TASK TO CARRY OUT: If a line in the listing carries the word "Ortega", return a copy of that line.

DATA RECORDS:
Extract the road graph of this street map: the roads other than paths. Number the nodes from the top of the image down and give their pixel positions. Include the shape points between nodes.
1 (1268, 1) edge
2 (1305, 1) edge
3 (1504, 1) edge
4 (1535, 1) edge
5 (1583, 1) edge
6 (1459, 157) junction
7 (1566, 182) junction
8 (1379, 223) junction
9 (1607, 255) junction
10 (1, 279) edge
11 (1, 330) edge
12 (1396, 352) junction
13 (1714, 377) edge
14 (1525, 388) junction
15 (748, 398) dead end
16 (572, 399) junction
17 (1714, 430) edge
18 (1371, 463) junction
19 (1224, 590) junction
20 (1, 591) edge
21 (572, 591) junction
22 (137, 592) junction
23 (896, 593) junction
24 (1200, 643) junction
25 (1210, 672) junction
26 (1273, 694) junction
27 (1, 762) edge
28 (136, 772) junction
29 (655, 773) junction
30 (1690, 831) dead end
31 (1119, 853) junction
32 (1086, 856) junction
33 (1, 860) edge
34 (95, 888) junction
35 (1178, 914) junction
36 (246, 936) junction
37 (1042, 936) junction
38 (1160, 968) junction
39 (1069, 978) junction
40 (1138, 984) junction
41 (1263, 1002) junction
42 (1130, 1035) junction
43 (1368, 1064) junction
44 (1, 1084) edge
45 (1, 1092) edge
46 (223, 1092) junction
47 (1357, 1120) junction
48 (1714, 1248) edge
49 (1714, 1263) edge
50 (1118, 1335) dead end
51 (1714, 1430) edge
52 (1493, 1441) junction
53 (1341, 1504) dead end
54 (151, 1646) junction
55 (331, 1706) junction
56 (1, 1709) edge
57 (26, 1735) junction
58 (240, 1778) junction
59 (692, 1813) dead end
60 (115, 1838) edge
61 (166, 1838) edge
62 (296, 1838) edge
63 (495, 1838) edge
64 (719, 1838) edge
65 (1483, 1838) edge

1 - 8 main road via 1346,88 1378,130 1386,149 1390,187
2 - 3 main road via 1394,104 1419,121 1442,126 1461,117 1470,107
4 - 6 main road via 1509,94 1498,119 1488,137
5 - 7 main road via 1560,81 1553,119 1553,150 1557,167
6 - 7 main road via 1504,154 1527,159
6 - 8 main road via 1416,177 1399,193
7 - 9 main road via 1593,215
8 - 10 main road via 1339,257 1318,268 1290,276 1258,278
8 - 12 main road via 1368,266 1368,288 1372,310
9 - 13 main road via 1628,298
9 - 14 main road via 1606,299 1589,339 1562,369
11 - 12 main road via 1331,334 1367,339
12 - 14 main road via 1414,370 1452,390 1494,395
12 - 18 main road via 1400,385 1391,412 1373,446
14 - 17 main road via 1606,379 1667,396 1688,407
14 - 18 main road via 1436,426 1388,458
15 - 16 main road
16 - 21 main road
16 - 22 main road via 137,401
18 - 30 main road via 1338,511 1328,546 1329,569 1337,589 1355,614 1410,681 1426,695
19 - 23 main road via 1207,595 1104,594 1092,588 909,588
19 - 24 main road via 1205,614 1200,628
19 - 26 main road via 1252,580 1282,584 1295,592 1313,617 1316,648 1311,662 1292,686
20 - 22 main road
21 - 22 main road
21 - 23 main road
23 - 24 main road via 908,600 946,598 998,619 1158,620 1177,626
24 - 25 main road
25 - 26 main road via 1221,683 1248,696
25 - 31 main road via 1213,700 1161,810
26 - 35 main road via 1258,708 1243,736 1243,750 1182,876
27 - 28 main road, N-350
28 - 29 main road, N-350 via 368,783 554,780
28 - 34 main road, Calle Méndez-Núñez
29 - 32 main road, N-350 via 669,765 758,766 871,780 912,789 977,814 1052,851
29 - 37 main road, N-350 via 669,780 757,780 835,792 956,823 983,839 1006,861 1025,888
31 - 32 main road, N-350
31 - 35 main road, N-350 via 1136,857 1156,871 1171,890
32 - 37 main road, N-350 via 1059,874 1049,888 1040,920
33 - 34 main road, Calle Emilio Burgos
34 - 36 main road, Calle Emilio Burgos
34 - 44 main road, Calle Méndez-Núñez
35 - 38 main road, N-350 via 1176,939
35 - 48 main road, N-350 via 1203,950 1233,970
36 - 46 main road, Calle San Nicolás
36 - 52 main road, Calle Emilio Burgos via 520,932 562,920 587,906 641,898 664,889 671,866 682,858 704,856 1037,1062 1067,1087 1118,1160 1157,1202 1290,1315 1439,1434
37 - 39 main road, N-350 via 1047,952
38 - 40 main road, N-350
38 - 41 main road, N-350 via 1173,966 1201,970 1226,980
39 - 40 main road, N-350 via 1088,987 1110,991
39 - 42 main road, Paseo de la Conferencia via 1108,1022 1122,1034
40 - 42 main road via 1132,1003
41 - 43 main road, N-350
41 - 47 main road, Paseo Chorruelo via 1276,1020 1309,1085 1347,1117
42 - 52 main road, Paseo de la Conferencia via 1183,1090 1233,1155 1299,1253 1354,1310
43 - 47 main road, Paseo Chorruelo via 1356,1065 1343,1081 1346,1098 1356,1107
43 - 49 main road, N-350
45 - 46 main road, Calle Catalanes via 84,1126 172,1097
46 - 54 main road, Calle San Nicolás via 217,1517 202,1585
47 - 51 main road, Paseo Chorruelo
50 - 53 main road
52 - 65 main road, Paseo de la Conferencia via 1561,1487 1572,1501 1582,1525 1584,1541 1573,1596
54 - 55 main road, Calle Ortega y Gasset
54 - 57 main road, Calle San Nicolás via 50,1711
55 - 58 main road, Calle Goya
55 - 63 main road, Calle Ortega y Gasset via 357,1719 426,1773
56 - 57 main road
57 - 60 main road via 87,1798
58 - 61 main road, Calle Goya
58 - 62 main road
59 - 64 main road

SOLVED PROBLEM:
54 - 55 main road, Calle Ortega y Gasset
55 - 63 main road, Calle Ortega y Gasset via 357,1719 426,1773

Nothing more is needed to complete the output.